-------- Records for this task
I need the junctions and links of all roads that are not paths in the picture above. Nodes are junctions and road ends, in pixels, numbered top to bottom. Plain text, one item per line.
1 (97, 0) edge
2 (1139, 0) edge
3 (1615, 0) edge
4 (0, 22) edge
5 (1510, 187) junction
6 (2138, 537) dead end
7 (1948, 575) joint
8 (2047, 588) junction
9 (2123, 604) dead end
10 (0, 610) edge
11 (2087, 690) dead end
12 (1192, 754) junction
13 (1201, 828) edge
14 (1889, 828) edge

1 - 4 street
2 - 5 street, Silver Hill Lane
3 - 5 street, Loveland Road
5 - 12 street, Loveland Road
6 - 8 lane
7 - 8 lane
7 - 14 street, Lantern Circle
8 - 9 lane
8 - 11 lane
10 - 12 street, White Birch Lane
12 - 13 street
----------------
> _Brief_:
Copy out each record above exactly, leaving nothing out.

> _Exercise solution_:
I need the junctions and links of all roads that are not paths in the picture above. Nodes are junctions and road ends, in pixels, numbered top to bottom. Plain text, one item per line.
1 (97, 0) edge
2 (1139, 0) edge
3 (1615, 0) edge
4 (0, 22) edge
5 (1510, 187) junction
6 (2138, 537) dead end
7 (1948, 575) joint
8 (2047, 588) junction
9 (2123, 604) dead end
10 (0, 610) edge
11 (2087, 690) dead end
12 (1192, 754) junction
13 (1201, 828) edge
14 (1889, 828) edge

1 - 4 street
2 - 5 street, Silver Hill Lane
3 - 5 street, Loveland Road
5 - 12 street, Loveland Road
6 - 8 lane
7 - 8 lane
7 - 14 street, Lantern Circle
8 - 9 lane
8 - 11 lane
10 - 12 street, White Birch Lane
12 - 13 street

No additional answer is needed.